- Full Professor of Pediatric Dentistry, School of Dentistry, UFRGS, Porto Alegre, RS, Brazil
- PhD in Pediatric Dentistry from USP, São Paulo, SP, Brazil
- Professor of the Post-Graduate Program in Dental Medicine, UFRGS, Porto Alegre, RS, Brazil
- Coordinator of the Specialization course in Pediatric Dentistry, UFRGS (1985/2017)
- Coordinator of the Specialization course in Pediatric Dentistry, UNIABO.RS, Brazil (since 2012)
- Coordinator of the Specialization course in Pediatric Dentistry of Zenith Institute, SC (1st group 2018-2020)
- Researcher of Research Productivity at CNPq (2016-2019)

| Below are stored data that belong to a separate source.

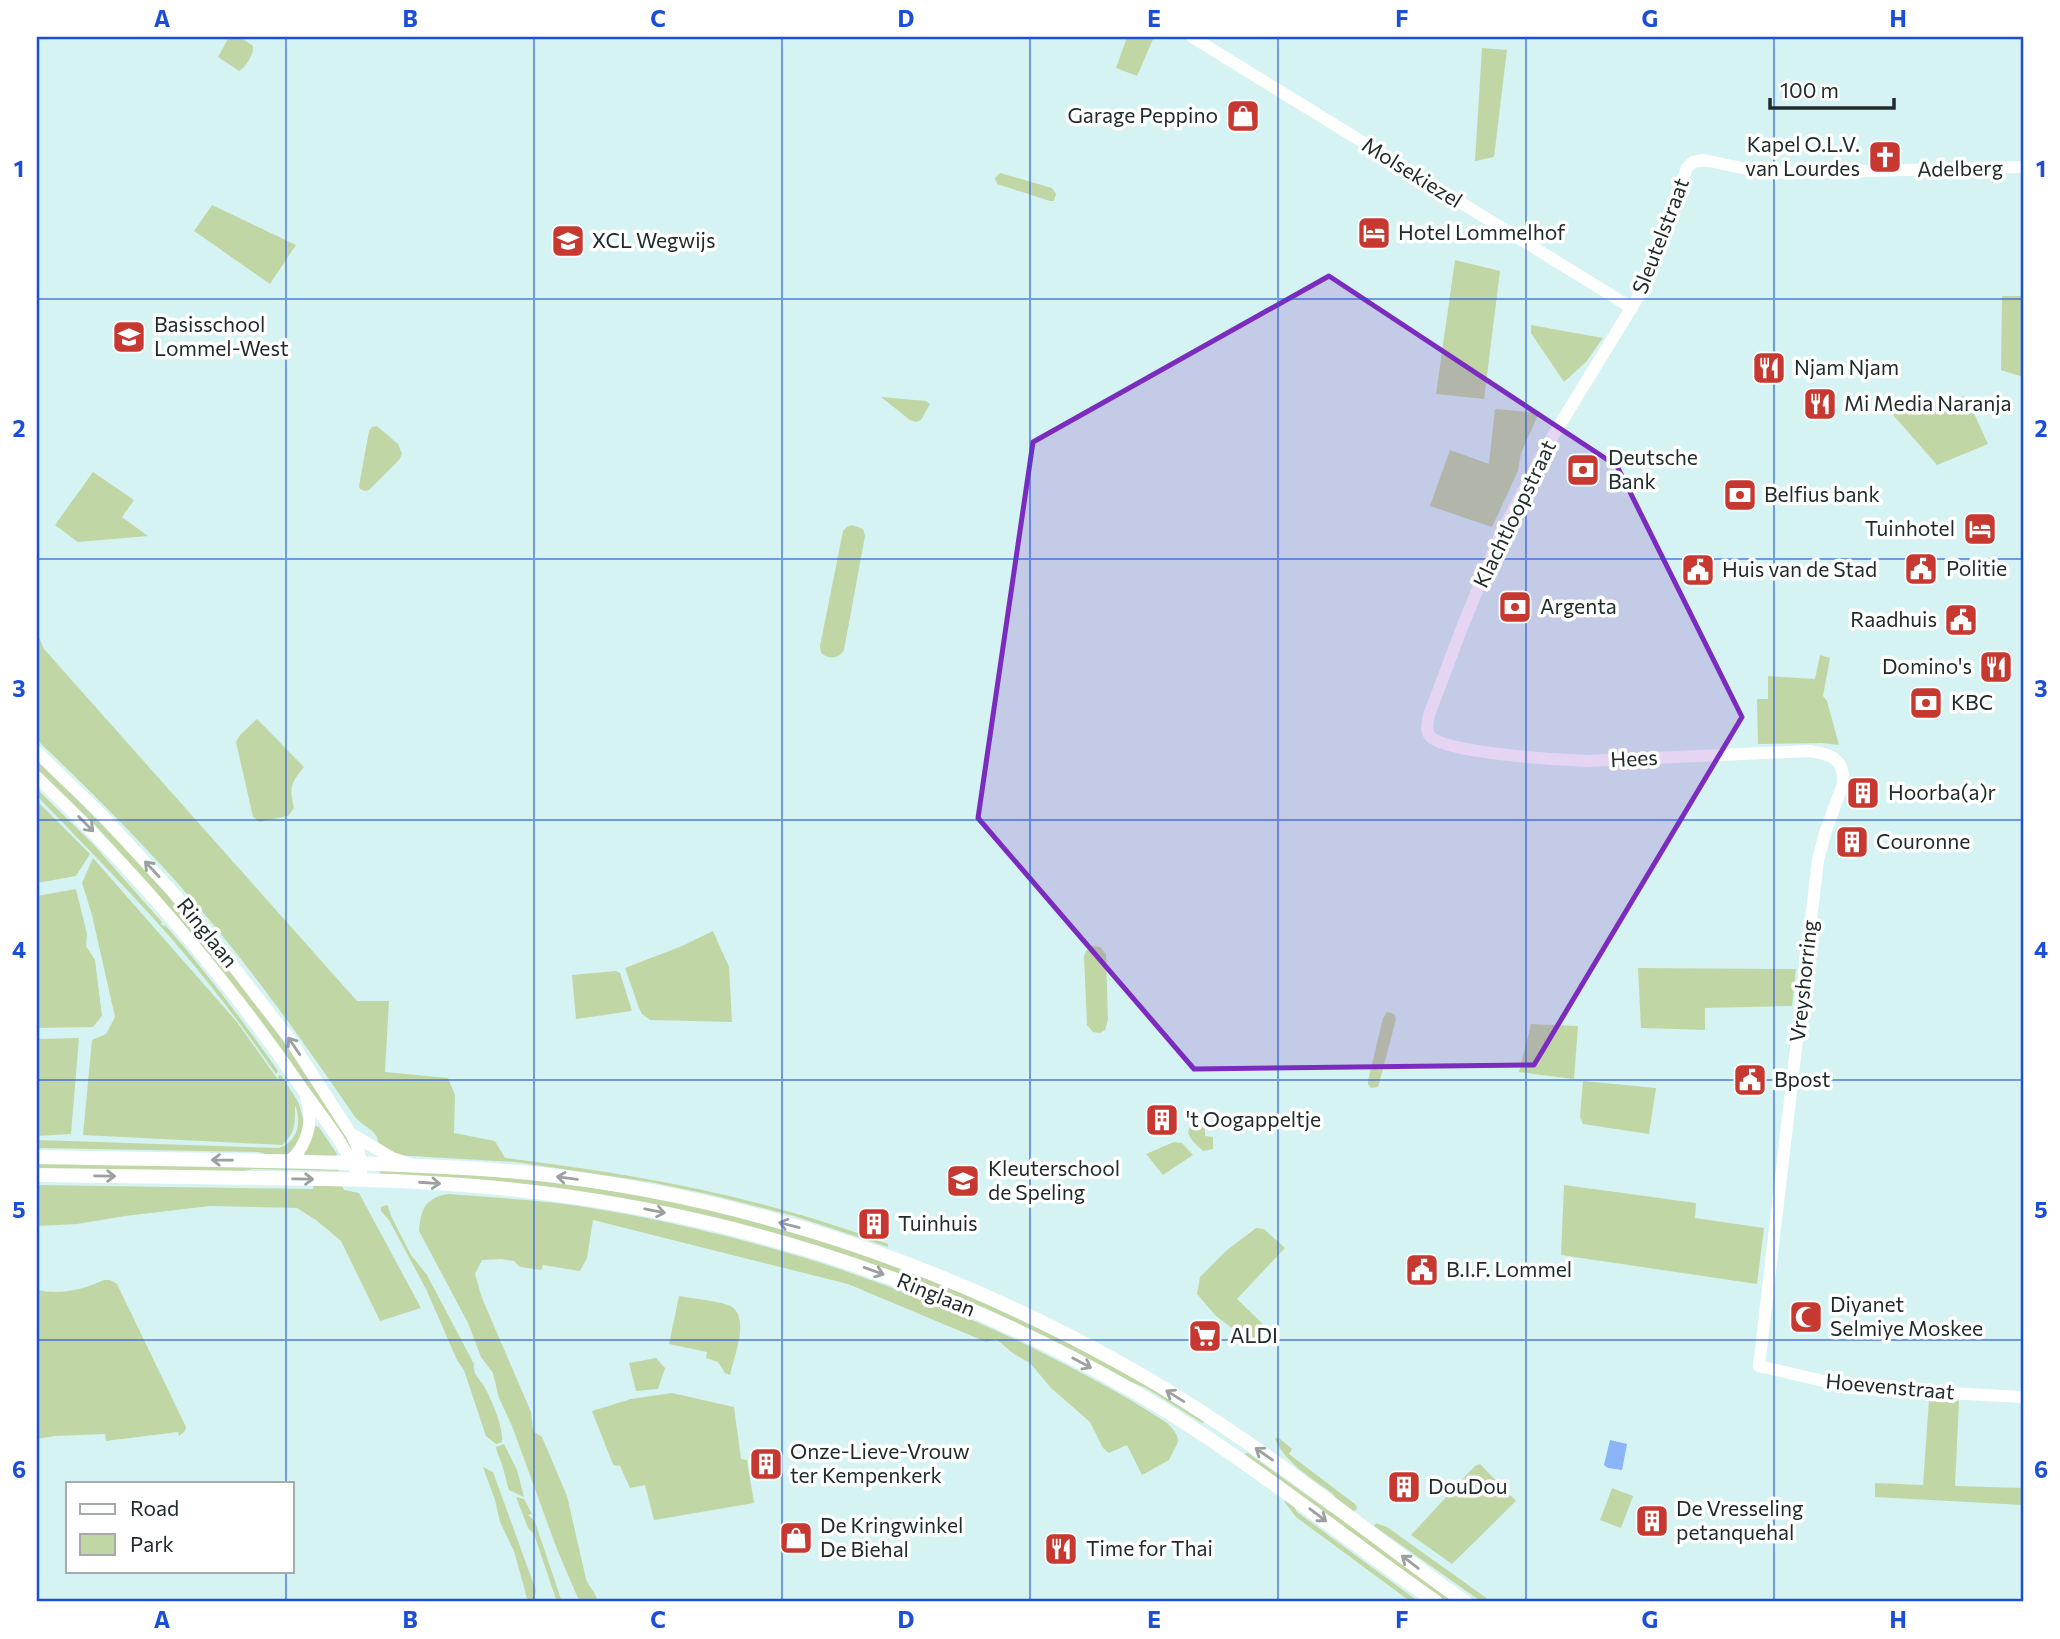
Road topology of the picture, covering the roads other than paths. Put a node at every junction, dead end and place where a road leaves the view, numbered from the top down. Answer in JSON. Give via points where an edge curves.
{"nodes":[{"id":1,"x":1192,"y":37,"type":"edge"},
{"id":2,"x":1690,"y":165,"type":"joint"},
{"id":3,"x":2023,"y":167,"type":"edge"},
{"id":4,"x":1632,"y":308,"type":"junction"},
{"id":5,"x":1427,"y":734,"type":"joint"},
{"id":6,"x":37,"y":752,"type":"edge"},
{"id":7,"x":1842,"y":766,"type":"joint"},
{"id":8,"x":37,"y":777,"type":"edge"},
{"id":9,"x":305,"y":1094,"type":"junction"},
{"id":10,"x":351,"y":1134,"type":"junction"},
{"id":11,"x":37,"y":1157,"type":"edge"},
{"id":12,"x":290,"y":1161,"type":"junction"},
{"id":13,"x":356,"y":1163,"type":"junction"},
{"id":14,"x":414,"y":1165,"type":"junction"},
{"id":15,"x":37,"y":1175,"type":"edge"},
{"id":16,"x":361,"y":1180,"type":"junction"},
{"id":17,"x":1759,"y":1366,"type":"joint"},
{"id":18,"x":2023,"y":1397,"type":"edge"},
{"id":19,"x":1436,"y":1602,"type":"edge"},
{"id":20,"x":1465,"y":1602,"type":"edge"}],
"edges":[{"from":1,"to":4,"type":"main road","name":"Molsekiezel"},
{"from":2,"to":3,"type":"main road","name":"Adelberg","via":[[1704,160],[1786,173]]},
{"from":2,"to":4,"type":"main road","name":"Sleutelstraat"},
{"from":4,"to":5,"type":"main road","name":"Klachtloopstraat","via":[[1542,454],[1500,535],[1429,715]]},
{"from":5,"to":7,"type":"main road","name":"Hees","via":[[1453,746],[1572,760],[1810,751],[1828,755]]},
{"from":10,"to":6,"type":"main road","name":"Ringlaan","one_way":true,"via":[[289,1038],[202,926]]},
{"from":7,"to":17,"type":"main road","name":"Vreyshorring","via":[[1843,784],[1817,870]]},
{"from":8,"to":9,"type":"main road","name":"Ringlaan","one_way":true,"via":[[101,840],[192,942]]},
{"from":9,"to":12,"type":"main road","name":"Ringlaan","via":[[310,1123],[301,1149]]},
{"from":9,"to":13,"type":"main road","name":"Ringlaan"},
{"from":10,"to":13,"type":"main road","name":"Ringlaan","via":[[359,1148]]},
{"from":10,"to":14,"type":"main road","name":"Ringlaan"},
{"from":12,"to":11,"type":"highway","one_way":true},
{"from":12,"to":13,"type":"highway"},
{"from":13,"to":14,"type":"highway","name":"Ringlaan"},
{"from":13,"to":16,"type":"main road","name":"Ringlaan"},
{"from":20,"to":14,"type":"highway","name":"Ringlaan","one_way":true,"via":[[1216,1421],[1091,1347],[963,1286],[871,1251],[736,1210],[579,1179]]},
{"from":15,"to":16,"type":"highway","one_way":true},
{"from":16,"to":19,"type":"highway","name":"Ringlaan","one_way":true,"via":[[539,1192],[664,1212],[802,1247],[920,1288],[1037,1339],[1187,1423]]},
{"from":17,"to":18,"type":"main road","name":"Hoevenstraat","via":[[1853,1388]]}]}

- Author of about 120 papers in national and international publications
- Lecturer in about 500 courses in Brazil, USA and Europe
- Private dental clinic for babies, children and adolescents in Porto Alegre, RS, Brazil (since 1982)

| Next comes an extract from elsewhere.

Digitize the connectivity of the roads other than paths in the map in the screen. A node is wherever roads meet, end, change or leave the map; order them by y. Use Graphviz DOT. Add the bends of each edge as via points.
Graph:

Scientific area: Pediatric dentistry
15 of november, from 14h30 until 19h00
Currently, Dental Caries is treated by the World Health Organization as a non-communicable (non-communicable, behavioral aspects) disease, which has the same cause of other diseases as diabetes, obesity and cardiovascular diseases. Thus, by acting on common risk factors, it is easier to reduce a greater number of diseases.
It is a multifactorial disease, of continuous progression, dependent biofilm-sugar that occurs in a complex and dynamic way from an imbalance between the tooth and the adjacent biofilm (Cury & Tenuta, 2009; Kidd & Fejerskov 2013). If there is no change in the etiological factors of the disease, the incipient lesions (white spots) will progress to the formation of cavities, which may in future compromise the tooth endodontically and even lead to its loss.
The early detection of active carious lesions allows a more conservative therapeutic approach, allowing paralysis of the lesions and avoiding damages resulting from the progress of the process. In addition, the reduction of caries prevalence that has been occurring in the last decades in most countries (Gimenez et al., 2010, Bénecker et al., 2010, Dye et al., 2015) is accompanied by a decrease in the rate of disease progression. This is reflected in greater difficulty in the detection of lesions (Nyvad et al., 1999). On the other hand, the prognosis of treatment for most individuals affected by the disease in the early stages is much better.
Given this reality, the philosophy of minimal intervention has been shown to be the best strategy for approaching caries disease. This philosophy is based on the detection and diagnosis of caries lesion activity and subsequent identification of the etiological factors for the choice of the best treatment and consequent prognosis to the patient (Tyas et al., 2000). It will be presented aspects related to the minimally invasive approach of caries (both in the disease and in the lesions), the clinical decision making aiming at the control of the disease, as well as the monitoring of the health-disease process in the individual.